Sub-field Description Key Contributors
Quantum Mechanics (Foundations) Core formalism: wave functions, operators, measurement postulates, uncertainty relations. The bedrock mathematical scaffolding. Heisenberg, Schrödinger, Dirac, Born, von Neumann
Quantum Electrodynamics (QED) Relativistic quantum theory of electromagnetic interactions; renormalization of infinities yields stunningly precise predictions. Feynman, Schwinger, Tomonaga, Dyson
Quantum Chromodynamics (QCD) Strong-force theory governing quarks and gluons via SU(3)* color charge; asymptotic freedom, confinement. Gell-Mann, Gross, Wilczek, Politzer
Quantum Field Theory General framework unifying special relativity with quantum mechanics; particles as field excitations. Dirac, Weinberg, 't Hooft, Veltman, Wilson
Quantum Gravity Attempts to reconcile general relativity with quantum mechanics — loop quantum gravity, string-theoretic approaches, emergent spacetime. DeWitt, Ashtekar, Rovelli, Penrose, Hawking
Quantum Information & Computation Exploits superposition and entanglement for computation, cryptography, teleportation. Qubits as primitive units. Feynman, Deutsch, Shor, Bennett, Preskill
Quantum Optics Quantized electromagnetic fields interacting with matter — coherence, photon statistics, squeezed states, cavity QED. Glauber, Mandel, Kimble, Haroche
Quantum Condensed Matter Quantum many-body phenomena in solids/fluids: superconductivity, superfluidity, quantum Hall effects, topological phases. Bardeen, Cooper, Schrieffer, Laughlin, Anderson, Wen
Quantum Statistical Mechanics Partition functions, Bose-Einstein and Fermi-Dirac distributions, phase transitions at quantum critical points. Bose, Einstein, Fermi, Dirac, Gibbs
Quantum Metrology & Sensing Leveraging quantum correlations (entanglement, squeezing) to surpass classical measurement precision limits. Caves, Wineland, Giovannetti, Bollinger
Quantum Thermodynamics Thermodynamic laws recast for few-particle quantum systems; work extraction, quantum heat engines, fluctuation theorems. Scovil, Schulz-DuBois, Popescu, Skrzypczyk
Quantum Chemistry Ab initio electronic structure, molecular orbital theory, density functional theory — quantum mechanics applied to chemical bonding. Pauling, Slater, Kohn, Pople, Hohenberg
Quantum Foundations & Interpretations Measurement problem, Bell inequalities, decoherence, many-worlds, Bohmian mechanics, QBism — the ontology beneath the formalism. Bell, Bohm, Everett, Zurek, Zeilinger
Relativistic Quantum Mechanics Single-particle relativistic wave equations (Dirac, Klein-Gordon) bridging non-relativistic QM and full QFT. Dirac, Klein, Gordon, Fock
Nuclear & Particle Physics (quantum aspects) Quantum models of nuclear structure (shell model, quark model) and electroweak unification within the Standard Model. Fermi, Yukawa, Glashow, Salam, Weinberg
Quantum Error Correction & Fault Tolerance Encoding logical qubits into entangled physical qubits to protect against decoherence; threshold theorems. Shor, Steane, Kitaev, Knill, Laflamme
Open Quantum Systems Dynamics of quantum systems coupled to environments — Lindblad master equations, decoherence channels, non-Markovian effects. Lindblad, Gorini, Kossakowski, Sudarshan, Breuer

Appendix

* SU(3)

SU(3) — Special Unitary group of degree 3 — is a Lie group: the set of all 3×3 unitary matrices with determinant 1. It has 8 generators (the Gell-Mann matrices, analogous to Pauli matrices for SU(2)).
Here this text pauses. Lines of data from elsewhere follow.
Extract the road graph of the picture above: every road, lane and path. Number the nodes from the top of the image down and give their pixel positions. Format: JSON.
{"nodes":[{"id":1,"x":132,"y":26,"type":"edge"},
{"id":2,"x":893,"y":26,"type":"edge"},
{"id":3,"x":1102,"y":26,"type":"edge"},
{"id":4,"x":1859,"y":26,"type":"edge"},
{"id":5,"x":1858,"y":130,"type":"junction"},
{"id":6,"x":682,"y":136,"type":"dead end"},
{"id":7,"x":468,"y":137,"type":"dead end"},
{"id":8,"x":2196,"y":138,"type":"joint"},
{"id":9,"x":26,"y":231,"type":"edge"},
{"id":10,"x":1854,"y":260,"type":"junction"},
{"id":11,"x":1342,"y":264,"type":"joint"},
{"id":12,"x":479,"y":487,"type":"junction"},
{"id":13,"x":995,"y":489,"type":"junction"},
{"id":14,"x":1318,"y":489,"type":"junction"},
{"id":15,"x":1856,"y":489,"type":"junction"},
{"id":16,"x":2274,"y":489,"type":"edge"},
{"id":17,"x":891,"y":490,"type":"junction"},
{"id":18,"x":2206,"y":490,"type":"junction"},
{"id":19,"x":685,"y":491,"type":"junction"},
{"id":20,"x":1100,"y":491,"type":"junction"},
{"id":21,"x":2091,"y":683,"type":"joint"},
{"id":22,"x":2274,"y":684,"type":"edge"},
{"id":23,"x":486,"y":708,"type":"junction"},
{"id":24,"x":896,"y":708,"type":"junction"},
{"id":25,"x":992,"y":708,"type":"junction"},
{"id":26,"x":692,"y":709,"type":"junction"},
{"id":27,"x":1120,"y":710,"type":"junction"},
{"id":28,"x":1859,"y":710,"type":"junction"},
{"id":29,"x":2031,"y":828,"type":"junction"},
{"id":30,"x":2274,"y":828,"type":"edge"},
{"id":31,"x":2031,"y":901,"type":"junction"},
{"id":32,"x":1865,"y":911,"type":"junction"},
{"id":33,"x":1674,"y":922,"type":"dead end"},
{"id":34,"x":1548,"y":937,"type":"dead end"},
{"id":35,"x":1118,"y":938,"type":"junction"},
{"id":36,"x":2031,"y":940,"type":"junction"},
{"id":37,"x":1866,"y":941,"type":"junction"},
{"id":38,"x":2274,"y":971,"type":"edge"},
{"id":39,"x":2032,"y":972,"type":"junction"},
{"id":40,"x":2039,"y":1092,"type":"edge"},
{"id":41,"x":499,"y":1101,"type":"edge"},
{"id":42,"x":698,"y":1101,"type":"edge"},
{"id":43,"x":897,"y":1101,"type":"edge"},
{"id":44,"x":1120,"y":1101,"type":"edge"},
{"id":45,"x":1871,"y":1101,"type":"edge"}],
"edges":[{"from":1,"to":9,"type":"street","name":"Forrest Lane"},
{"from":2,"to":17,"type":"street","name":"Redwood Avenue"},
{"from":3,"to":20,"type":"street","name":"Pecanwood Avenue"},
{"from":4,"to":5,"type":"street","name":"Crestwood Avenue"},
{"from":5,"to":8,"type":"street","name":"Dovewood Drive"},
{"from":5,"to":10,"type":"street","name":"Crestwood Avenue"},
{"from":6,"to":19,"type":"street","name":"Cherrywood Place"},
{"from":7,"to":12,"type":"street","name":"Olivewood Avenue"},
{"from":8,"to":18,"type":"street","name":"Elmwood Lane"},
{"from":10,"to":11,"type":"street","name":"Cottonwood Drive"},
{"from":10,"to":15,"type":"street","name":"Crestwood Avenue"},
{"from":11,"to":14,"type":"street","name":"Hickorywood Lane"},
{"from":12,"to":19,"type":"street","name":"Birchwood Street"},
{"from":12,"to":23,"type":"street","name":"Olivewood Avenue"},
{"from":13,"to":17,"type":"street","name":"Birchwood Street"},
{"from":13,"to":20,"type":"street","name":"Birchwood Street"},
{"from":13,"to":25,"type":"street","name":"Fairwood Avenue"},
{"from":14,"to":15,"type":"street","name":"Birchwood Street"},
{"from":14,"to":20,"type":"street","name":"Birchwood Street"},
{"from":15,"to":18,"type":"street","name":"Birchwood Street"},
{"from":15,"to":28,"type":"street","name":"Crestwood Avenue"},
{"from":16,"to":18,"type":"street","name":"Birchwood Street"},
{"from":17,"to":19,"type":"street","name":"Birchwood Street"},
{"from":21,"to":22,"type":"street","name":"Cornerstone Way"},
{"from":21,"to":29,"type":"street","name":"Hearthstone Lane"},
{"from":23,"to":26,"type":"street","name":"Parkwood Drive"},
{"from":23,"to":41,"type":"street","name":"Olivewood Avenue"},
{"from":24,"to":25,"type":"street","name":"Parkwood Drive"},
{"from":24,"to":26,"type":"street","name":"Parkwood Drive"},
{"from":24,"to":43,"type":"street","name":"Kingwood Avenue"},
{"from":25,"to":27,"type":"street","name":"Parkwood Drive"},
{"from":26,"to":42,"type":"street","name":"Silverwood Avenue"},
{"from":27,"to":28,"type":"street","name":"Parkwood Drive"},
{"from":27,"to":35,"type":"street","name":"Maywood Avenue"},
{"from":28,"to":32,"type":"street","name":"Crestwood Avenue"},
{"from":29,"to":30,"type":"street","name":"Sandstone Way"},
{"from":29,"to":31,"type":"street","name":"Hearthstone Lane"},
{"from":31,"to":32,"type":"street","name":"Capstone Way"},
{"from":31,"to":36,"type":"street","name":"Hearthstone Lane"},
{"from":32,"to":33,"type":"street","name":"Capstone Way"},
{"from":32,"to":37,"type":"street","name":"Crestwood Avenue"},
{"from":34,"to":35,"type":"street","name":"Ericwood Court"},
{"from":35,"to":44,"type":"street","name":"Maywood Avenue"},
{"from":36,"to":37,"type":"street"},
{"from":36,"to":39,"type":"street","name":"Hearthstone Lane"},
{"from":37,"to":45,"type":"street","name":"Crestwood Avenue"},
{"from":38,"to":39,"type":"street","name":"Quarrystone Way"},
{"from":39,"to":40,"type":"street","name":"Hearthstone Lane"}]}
In QCD, it serves as the gauge symmetry group governing the strong force. The "3" corresponds to three color charges (red, green, blue) that quarks carry. Each of the 8 generators maps to one gluon field, which is why there are 8 gluon types.

Key intuition: SU(2) handles rotations/symmetries in a 2D complex space (e.g., spin-½, weak isospin). SU(3) does the same in 3D complex space, but the richer structure — more generators, more complex commutation relations — produces qualitatively different physics: confinement (you can't isolate a single color charge) and asymptotic freedom (the coupling weakens at short distances, strengthens at long ones).

The Standard Model's full gauge group is SU(3) × SU(2) × U(1) — color × weak isospin × hypercharge. SU(3) is the "heaviest" piece structurally, and the hardest to solve analytically at low energies, which is why lattice QCD (numerical brute-force on discretized spacetime) remains essential.